Reproduce the entire listing exactly as written, apart from its pictures.

___ Data shown

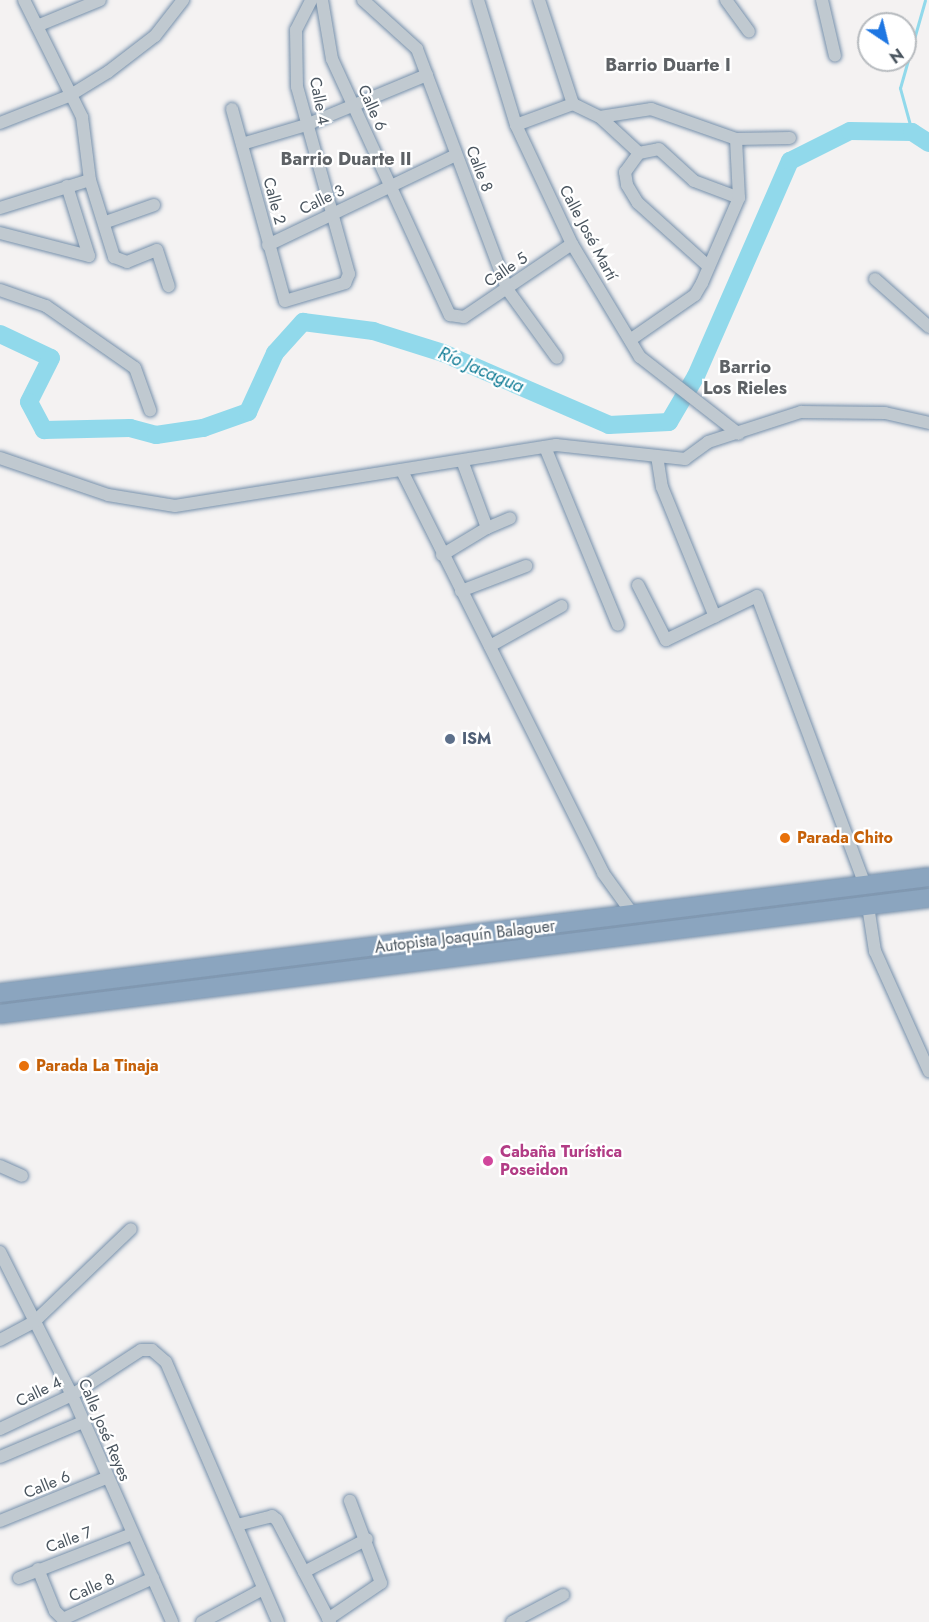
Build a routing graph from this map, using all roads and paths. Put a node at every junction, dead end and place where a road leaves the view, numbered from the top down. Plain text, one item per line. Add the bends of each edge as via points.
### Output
1 (24, 0) edge
2 (100, 0) edge
3 (183, 0) edge
4 (311, 0) edge
5 (322, 0) edge
6 (363, 0) edge
7 (478, 0) edge
8 (539, 0) edge
9 (726, 0) edge
10 (822, 0) edge
11 (37, 26) junction
12 (749, 32) dead end
13 (835, 56) dead end
14 (427, 75) junction
15 (69, 96) junction
16 (573, 104) junction
17 (354, 106) junction
18 (232, 109) dead end
19 (600, 117) junction
20 (0, 123) edge
21 (306, 125) junction
22 (516, 125) junction
23 (790, 138) dead end
24 (736, 139) junction
25 (242, 144) junction
26 (639, 153) junction
27 (456, 155) junction
28 (90, 180) junction
29 (67, 186) junction
30 (388, 187) junction
31 (739, 198) junction
32 (154, 205) dead end
33 (0, 208) edge
34 (330, 213) junction
35 (106, 222) junction
36 (0, 233) edge
37 (572, 244) junction
38 (268, 245) junction
39 (708, 266) junction
40 (875, 279) dead end
41 (169, 286) dead end
42 (0, 290) edge
43 (507, 290) junction
44 (285, 301) joint
45 (458, 319) joint
46 (929, 327) edge
47 (630, 340) junction
48 (557, 358) dead end
49 (150, 410) dead end
50 (929, 423) edge
51 (739, 434) junction
52 (545, 447) junction
53 (657, 456) junction
54 (0, 458) edge
55 (464, 463) junction
56 (403, 473) junction
57 (510, 518) dead end
58 (487, 528) junction
59 (442, 555) junction
60 (526, 566) dead end
61 (638, 585) dead end
62 (461, 591) junction
63 (562, 606) dead end
64 (715, 617) junction
65 (618, 625) dead end
66 (490, 646) junction
67 (929, 877) edge
68 (865, 885) junction
69 (929, 898) edge
70 (868, 906) junction
71 (634, 916) junction
72 (0, 993) edge
73 (0, 1014) edge
74 (929, 1071) edge
75 (0, 1166) edge
76 (22, 1176) dead end
77 (131, 1229) dead end
78 (1, 1257) edge
79 (34, 1322) junction
80 (0, 1340) edge
81 (72, 1395) junction
82 (83, 1422) junction
83 (0, 1429) edge
84 (0, 1457) edge
85 (106, 1478) junction
86 (350, 1501) dead end
87 (0, 1521) edge
88 (237, 1525) junction
89 (132, 1534) junction
90 (367, 1539) junction
91 (38, 1569) junction
92 (304, 1572) junction
93 (19, 1578) dead end
94 (153, 1578) junction
95 (262, 1589) junction
96 (563, 1595) dead end
97 (329, 1620) edge
98 (172, 1622) edge
99 (202, 1622) edge
100 (278, 1622) edge
101 (512, 1622) edge

1 - 11 street
2 - 11 street
3 - 15 street via 155,36
4 - 21 street, Calle 4 via 296,30 297,87
5 - 17 street, Calle 6 via 328,49
6 - 14 street, Calle 8 via 412,43
7 - 22 street, Calle José Martí
8 - 16 street
9 - 12 street
10 - 13 street
11 - 15 street
14 - 17 street
14 - 27 street, Calle 8
15 - 20 street
15 - 28 street via 82,117
16 - 19 street
16 - 22 street
17 - 21 street
17 - 30 street, Calle 6
18 - 25 street, Calle 2
19 - 24 street via 651,109
19 - 26 street
21 - 25 street
21 - 34 street, Calle 4
22 - 37 street, Calle José Martí
23 - 24 street
24 - 31 street
25 - 38 street, Calle 2
26 - 31 street via 659,149 694,181
26 - 39 street via 625,172 627,185 638,203
27 - 30 street, Calle 3
27 - 43 street, Calle 8
28 - 29 street
28 - 35 street
29 - 33 street
29 - 36 street via 89,256
30 - 34 street, Calle 3
30 - 45 street, Calle 6 via 450,315
31 - 39 street
32 - 35 street
34 - 38 street, Calle 3
34 - 44 street, Calle 4 via 348,279
35 - 41 street via 114,257 127,262 157,250
37 - 43 street, Calle 5
37 - 47 street, Calle José Martí
38 - 44 street, Calle 2
39 - 47 street via 695,295
40 - 46 street
42 - 49 street via 46,306 135,368
43 - 45 street, Calle 5
43 - 48 street, Calle 8
47 - 51 street, Calle José Martí via 640,357
50 - 51 street via 885,413 829,410 776,417
51 - 53 street via 708,442 685,459
52 - 53 street
52 - 55 street
52 - 65 street
53 - 64 street via 662,487
54 - 56 street via 108,495 176,506
55 - 56 street
55 - 58 street
56 - 59 street
57 - 58 street
58 - 59 street
59 - 62 street
60 - 62 street
61 - 64 street via 666,640
62 - 66 street
63 - 66 street
64 - 68 street via 757,596
66 - 71 street via 603,873
67 - 68 highway, Autopista Joaquín Balaguer
68 - 71 highway, Autopista Joaquín Balaguer
69 - 70 highway, Autopista Joaquín Balaguer
70 - 73 highway, Autopista Joaquín Balaguer
70 - 74 street via 875,951
71 - 72 highway, Autopista Joaquín Balaguer
75 - 76 street
77 - 79 street
78 - 79 street, Calle José Reyes
79 - 80 street
79 - 81 street, Calle José Reyes
81 - 82 street, Calle José Reyes
81 - 83 street, Calle 4
81 - 88 street, Calle 4 via 126,1358 152,1350 166,1362
82 - 84 street
82 - 85 street, Calle José Reyes
85 - 87 street, Calle 6
85 - 89 street, Calle José Reyes
86 - 90 street
88 - 92 street via 272,1516
88 - 95 street
89 - 91 street, Calle 7
89 - 94 street, Calle José Reyes
90 - 92 street
90 - 97 street via 381,1583
91 - 93 street, Calle 7
91 - 94 street, Calle 8 via 63,1619
92 - 97 street
94 - 98 street, Calle José Reyes
95 - 99 street
95 - 100 street
96 - 101 street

______

Task solution =
Build a routing graph from this map, using all roads and paths. Put a node at every junction, dead end and place where a road leaves the view, numbered from the top down. Plain text, one item per line. Add the bends of each edge as via points.
### Output
1 (24, 0) edge
2 (100, 0) edge
3 (183, 0) edge
4 (311, 0) edge
5 (322, 0) edge
6 (363, 0) edge
7 (478, 0) edge
8 (539, 0) edge
9 (726, 0) edge
10 (822, 0) edge
11 (37, 26) junction
12 (749, 32) dead end
13 (835, 56) dead end
14 (427, 75) junction
15 (69, 96) junction
16 (573, 104) junction
17 (354, 106) junction
18 (232, 109) dead end
19 (600, 117) junction
20 (0, 123) edge
21 (306, 125) junction
22 (516, 125) junction
23 (790, 138) dead end
24 (736, 139) junction
25 (242, 144) junction
26 (639, 153) junction
27 (456, 155) junction
28 (90, 180) junction
29 (67, 186) junction
30 (388, 187) junction
31 (739, 198) junction
32 (154, 205) dead end
33 (0, 208) edge
34 (330, 213) junction
35 (106, 222) junction
36 (0, 233) edge
37 (572, 244) junction
38 (268, 245) junction
39 (708, 266) junction
40 (875, 279) dead end
41 (169, 286) dead end
42 (0, 290) edge
43 (507, 290) junction
44 (285, 301) joint
45 (458, 319) joint
46 (929, 327) edge
47 (630, 340) junction
48 (557, 358) dead end
49 (150, 410) dead end
50 (929, 423) edge
51 (739, 434) junction
52 (545, 447) junction
53 (657, 456) junction
54 (0, 458) edge
55 (464, 463) junction
56 (403, 473) junction
57 (510, 518) dead end
58 (487, 528) junction
59 (442, 555) junction
60 (526, 566) dead end
61 (638, 585) dead end
62 (461, 591) junction
63 (562, 606) dead end
64 (715, 617) junction
65 (618, 625) dead end
66 (490, 646) junction
67 (929, 877) edge
68 (865, 885) junction
69 (929, 898) edge
70 (868, 906) junction
71 (634, 916) junction
72 (0, 993) edge
73 (0, 1014) edge
74 (929, 1071) edge
75 (0, 1166) edge
76 (22, 1176) dead end
77 (131, 1229) dead end
78 (1, 1257) edge
79 (34, 1322) junction
80 (0, 1340) edge
81 (72, 1395) junction
82 (83, 1422) junction
83 (0, 1429) edge
84 (0, 1457) edge
85 (106, 1478) junction
86 (350, 1501) dead end
87 (0, 1521) edge
88 (237, 1525) junction
89 (132, 1534) junction
90 (367, 1539) junction
91 (38, 1569) junction
92 (304, 1572) junction
93 (19, 1578) dead end
94 (153, 1578) junction
95 (262, 1589) junction
96 (563, 1595) dead end
97 (329, 1620) edge
98 (172, 1622) edge
99 (202, 1622) edge
100 (278, 1622) edge
101 (512, 1622) edge

1 - 11 street
2 - 11 street
3 - 15 street via 155,36
4 - 21 street, Calle 4 via 296,30 297,87
5 - 17 street, Calle 6 via 328,49
6 - 14 street, Calle 8 via 412,43
7 - 22 street, Calle José Martí
8 - 16 street
9 - 12 street
10 - 13 street
11 - 15 street
14 - 17 street
14 - 27 street, Calle 8
15 - 20 street
15 - 28 street via 82,117
16 - 19 street
16 - 22 street
17 - 21 street
17 - 30 street, Calle 6
18 - 25 street, Calle 2
19 - 24 street via 651,109
19 - 26 street
21 - 25 street
21 - 34 street, Calle 4
22 - 37 street, Calle José Martí
23 - 24 street
24 - 31 street
25 - 38 street, Calle 2
26 - 31 street via 659,149 694,181
26 - 39 street via 625,172 627,185 638,203
27 - 30 street, Calle 3
27 - 43 street, Calle 8
28 - 29 street
28 - 35 street
29 - 33 street
29 - 36 street via 89,256
30 - 34 street, Calle 3
30 - 45 street, Calle 6 via 450,315
31 - 39 street
32 - 35 street
34 - 38 street, Calle 3
34 - 44 street, Calle 4 via 348,279
35 - 41 street via 114,257 127,262 157,250
37 - 43 street, Calle 5
37 - 47 street, Calle José Martí
38 - 44 street, Calle 2
39 - 47 street via 695,295
40 - 46 street
42 - 49 street via 46,306 135,368
43 - 45 street, Calle 5
43 - 48 street, Calle 8
47 - 51 street, Calle José Martí via 640,357
50 - 51 street via 885,413 829,410 776,417
51 - 53 street via 708,442 685,459
52 - 53 street
52 - 55 street
52 - 65 street
53 - 64 street via 662,487
54 - 56 street via 108,495 176,506
55 - 56 street
55 - 58 street
56 - 59 street
57 - 58 street
58 - 59 street
59 - 62 street
60 - 62 street
61 - 64 street via 666,640
62 - 66 street
63 - 66 street
64 - 68 street via 757,596
66 - 71 street via 603,873
67 - 68 highway, Autopista Joaquín Balaguer
68 - 71 highway, Autopista Joaquín Balaguer
69 - 70 highway, Autopista Joaquín Balaguer
70 - 73 highway, Autopista Joaquín Balaguer
70 - 74 street via 875,951
71 - 72 highway, Autopista Joaquín Balaguer
75 - 76 street
77 - 79 street
78 - 79 street, Calle José Reyes
79 - 80 street
79 - 81 street, Calle José Reyes
81 - 82 street, Calle José Reyes
81 - 83 street, Calle 4
81 - 88 street, Calle 4 via 126,1358 152,1350 166,1362
82 - 84 street
82 - 85 street, Calle José Reyes
85 - 87 street, Calle 6
85 - 89 street, Calle José Reyes
86 - 90 street
88 - 92 street via 272,1516
88 - 95 street
89 - 91 street, Calle 7
89 - 94 street, Calle José Reyes
90 - 92 street
90 - 97 street via 381,1583
91 - 93 street, Calle 7
91 - 94 street, Calle 8 via 63,1619
92 - 97 street
94 - 98 street, Calle José Reyes
95 - 99 street
95 - 100 street
96 - 101 street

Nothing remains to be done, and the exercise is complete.